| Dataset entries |
============
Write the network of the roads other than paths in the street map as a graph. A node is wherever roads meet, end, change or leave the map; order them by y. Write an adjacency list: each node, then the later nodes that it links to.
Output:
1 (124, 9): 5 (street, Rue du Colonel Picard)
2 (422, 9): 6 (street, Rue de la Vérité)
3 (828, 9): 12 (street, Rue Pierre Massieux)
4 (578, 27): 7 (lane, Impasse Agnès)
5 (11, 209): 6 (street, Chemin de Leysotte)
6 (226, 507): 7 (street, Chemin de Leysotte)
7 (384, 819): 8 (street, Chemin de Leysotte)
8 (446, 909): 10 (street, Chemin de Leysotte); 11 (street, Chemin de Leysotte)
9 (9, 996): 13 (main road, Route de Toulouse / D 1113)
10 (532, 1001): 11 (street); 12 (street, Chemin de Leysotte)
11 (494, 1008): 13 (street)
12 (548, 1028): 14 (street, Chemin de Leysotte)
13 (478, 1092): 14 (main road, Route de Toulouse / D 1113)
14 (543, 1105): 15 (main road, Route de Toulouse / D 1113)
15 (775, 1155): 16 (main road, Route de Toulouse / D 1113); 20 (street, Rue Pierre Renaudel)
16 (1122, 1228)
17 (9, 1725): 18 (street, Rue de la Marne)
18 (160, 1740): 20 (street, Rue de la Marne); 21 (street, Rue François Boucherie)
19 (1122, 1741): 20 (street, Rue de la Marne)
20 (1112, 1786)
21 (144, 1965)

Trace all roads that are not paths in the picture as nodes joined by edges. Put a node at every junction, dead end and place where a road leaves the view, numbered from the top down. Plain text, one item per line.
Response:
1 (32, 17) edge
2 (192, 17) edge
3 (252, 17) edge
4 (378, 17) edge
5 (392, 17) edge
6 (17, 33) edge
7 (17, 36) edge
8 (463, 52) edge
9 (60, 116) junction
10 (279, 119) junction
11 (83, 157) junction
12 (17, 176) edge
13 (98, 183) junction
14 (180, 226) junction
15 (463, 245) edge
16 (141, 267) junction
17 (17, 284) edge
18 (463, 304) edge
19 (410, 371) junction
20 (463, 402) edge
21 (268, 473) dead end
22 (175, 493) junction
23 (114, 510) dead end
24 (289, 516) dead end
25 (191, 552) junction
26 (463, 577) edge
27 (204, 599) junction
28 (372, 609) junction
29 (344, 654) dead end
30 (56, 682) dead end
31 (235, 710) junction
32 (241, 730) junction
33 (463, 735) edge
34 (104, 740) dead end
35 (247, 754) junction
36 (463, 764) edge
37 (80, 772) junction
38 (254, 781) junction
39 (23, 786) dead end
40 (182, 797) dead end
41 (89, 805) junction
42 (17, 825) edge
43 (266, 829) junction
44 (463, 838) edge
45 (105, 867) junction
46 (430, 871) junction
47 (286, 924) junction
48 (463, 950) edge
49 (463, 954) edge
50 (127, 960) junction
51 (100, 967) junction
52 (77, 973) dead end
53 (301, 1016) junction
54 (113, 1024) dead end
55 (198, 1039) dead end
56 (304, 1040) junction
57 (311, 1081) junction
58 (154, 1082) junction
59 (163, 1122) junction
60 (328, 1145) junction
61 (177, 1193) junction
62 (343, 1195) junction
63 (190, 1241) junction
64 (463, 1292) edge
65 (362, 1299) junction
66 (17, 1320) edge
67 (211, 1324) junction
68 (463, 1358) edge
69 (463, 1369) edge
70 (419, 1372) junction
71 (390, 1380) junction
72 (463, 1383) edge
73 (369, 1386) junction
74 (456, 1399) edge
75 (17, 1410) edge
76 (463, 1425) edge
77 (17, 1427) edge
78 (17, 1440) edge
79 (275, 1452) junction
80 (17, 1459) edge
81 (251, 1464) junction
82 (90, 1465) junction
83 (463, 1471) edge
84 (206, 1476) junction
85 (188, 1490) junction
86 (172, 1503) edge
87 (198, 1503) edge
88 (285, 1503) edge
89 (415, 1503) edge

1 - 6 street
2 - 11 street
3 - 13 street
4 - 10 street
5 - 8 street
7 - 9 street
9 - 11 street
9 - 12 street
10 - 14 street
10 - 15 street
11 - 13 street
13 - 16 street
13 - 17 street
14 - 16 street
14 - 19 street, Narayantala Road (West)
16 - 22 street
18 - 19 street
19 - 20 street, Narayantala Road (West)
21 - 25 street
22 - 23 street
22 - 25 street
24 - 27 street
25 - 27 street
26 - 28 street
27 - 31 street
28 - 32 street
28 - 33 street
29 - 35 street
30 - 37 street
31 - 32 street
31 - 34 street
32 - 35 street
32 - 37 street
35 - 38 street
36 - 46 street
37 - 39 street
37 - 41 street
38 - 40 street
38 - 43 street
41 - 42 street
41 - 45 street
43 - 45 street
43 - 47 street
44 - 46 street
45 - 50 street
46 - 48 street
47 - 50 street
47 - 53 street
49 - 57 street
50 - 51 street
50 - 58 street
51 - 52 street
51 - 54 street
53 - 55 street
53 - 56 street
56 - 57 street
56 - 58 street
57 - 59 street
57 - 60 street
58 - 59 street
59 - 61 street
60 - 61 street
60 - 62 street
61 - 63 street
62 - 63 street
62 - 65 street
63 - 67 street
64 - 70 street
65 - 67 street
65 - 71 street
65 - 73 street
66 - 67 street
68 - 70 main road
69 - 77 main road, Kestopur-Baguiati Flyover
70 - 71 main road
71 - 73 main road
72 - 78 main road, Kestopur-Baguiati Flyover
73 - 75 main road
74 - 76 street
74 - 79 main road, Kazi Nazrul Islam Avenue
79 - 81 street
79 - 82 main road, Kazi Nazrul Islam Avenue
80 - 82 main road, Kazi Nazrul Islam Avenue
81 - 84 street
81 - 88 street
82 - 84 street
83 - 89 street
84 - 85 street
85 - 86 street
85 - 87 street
============
| GOAL OF THE EXERCISE |
If a line in the records contains the string "Route", copy it out.

| EXERCISE ANSWER |
9 (9, 996): 13 (main road, Route de Toulouse / D 1113)
13 (478, 1092): 14 (main road, Route de Toulouse / D 1113)
14 (543, 1105): 15 (main road, Route de Toulouse / D 1113)
15 (775, 1155): 16 (main road, Route de Toulouse / D 1113); 20 (street, Rue Pierre Renaudel)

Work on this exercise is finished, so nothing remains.